Innovative data compression for time series: An open source solution

4 December 2024, 9:17 am by Apache Cassandra - Instaclustr

Introduction

There’s no escaping the role that monitoring plays in our everyday lives. Whether it’s from monitoring the weather or the number of steps we take in a day, or computer systems to ever-popular IoT devices.  

Practically any activity can be monitored in one form or another these days. This generates increasing amounts of data to be pored over and analyzed–but storing all this data adds significant costs over time. Given this huge amount of data that only increases with each passing day, efficient compression techniques are crucial.  

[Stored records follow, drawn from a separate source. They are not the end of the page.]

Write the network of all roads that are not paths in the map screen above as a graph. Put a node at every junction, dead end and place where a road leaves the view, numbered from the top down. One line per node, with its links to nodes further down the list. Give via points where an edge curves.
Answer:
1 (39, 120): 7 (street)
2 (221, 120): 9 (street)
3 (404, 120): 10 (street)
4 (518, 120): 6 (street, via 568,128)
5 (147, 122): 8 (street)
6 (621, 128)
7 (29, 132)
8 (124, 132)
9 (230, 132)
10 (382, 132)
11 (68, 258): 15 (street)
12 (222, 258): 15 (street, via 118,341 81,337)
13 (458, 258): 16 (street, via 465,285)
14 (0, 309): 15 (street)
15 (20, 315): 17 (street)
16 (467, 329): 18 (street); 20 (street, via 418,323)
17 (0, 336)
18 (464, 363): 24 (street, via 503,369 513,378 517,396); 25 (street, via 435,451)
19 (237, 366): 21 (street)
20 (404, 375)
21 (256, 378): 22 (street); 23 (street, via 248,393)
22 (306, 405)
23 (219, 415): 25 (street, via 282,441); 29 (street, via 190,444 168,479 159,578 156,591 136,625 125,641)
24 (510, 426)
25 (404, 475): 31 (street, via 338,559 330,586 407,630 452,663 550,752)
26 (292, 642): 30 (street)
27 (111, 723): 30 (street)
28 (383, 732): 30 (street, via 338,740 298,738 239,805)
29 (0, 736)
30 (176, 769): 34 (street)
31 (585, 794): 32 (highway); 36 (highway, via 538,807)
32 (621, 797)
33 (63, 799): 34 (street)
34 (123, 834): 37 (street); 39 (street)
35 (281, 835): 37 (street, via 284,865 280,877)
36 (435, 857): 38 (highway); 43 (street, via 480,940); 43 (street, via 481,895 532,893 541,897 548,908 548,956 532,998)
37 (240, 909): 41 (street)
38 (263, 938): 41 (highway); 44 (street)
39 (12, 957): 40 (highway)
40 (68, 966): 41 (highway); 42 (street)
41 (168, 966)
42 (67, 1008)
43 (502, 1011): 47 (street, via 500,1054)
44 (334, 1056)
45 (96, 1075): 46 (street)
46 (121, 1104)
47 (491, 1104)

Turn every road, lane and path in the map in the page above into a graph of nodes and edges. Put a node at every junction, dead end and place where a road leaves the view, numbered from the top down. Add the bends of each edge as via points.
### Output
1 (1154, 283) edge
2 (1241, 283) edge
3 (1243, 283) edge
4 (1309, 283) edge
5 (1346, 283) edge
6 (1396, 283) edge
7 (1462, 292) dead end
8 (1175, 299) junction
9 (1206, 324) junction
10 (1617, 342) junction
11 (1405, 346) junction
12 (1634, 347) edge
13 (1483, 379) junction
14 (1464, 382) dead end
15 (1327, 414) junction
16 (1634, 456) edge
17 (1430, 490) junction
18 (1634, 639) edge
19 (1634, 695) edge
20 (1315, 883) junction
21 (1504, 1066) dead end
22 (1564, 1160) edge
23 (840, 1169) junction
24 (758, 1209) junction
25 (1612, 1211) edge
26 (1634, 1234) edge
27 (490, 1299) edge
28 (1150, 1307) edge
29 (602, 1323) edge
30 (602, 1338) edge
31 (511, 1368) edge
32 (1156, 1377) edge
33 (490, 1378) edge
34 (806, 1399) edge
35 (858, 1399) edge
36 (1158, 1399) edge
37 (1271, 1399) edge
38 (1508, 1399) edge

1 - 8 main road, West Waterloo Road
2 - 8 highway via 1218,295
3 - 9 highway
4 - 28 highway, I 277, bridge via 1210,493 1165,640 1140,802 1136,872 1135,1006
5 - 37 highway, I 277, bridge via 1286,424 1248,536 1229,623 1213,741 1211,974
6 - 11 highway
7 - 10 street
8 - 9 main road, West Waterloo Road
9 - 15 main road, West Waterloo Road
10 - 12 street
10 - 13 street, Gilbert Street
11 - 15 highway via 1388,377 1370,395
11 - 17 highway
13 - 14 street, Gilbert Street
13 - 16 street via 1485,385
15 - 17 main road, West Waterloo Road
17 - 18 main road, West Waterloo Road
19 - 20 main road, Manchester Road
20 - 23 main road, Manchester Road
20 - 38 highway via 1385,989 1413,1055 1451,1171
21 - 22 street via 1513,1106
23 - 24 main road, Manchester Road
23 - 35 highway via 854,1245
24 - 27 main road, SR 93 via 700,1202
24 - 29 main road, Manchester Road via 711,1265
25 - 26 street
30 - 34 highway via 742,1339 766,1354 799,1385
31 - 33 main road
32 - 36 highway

Here at NetApp® Instaclustr we saw a great opportunity to improve the current compression techniques for our time series data. That’s why we created the Advanced Time Series Compressor (ATSC) in partnership with University of Canberra through the OpenSI initiative. 

ATSC is a groundbreaking compressor designed to address the challenges of efficiently compressing large volumes of time-series data. Internal test results with production data from our database metrics showed that ATSC would compress, on average of the dataset, ~10x more than LZ4 and ~30x more than the default Prometheus compression. Check out ATSC on GitHub. 

There are so many compressors already, so why develop another one? 

While other compression methods like LZ4, DoubleDelta, and ZSTD are lossless, most of our timeseries data is already lossy. Timeseries data can be lossy from the beginning due to under-sampling or insufficient data collection, or it can become lossy over time as metrics are rolled over or averaged. Because of this, the idea of a lossy compressor was born. 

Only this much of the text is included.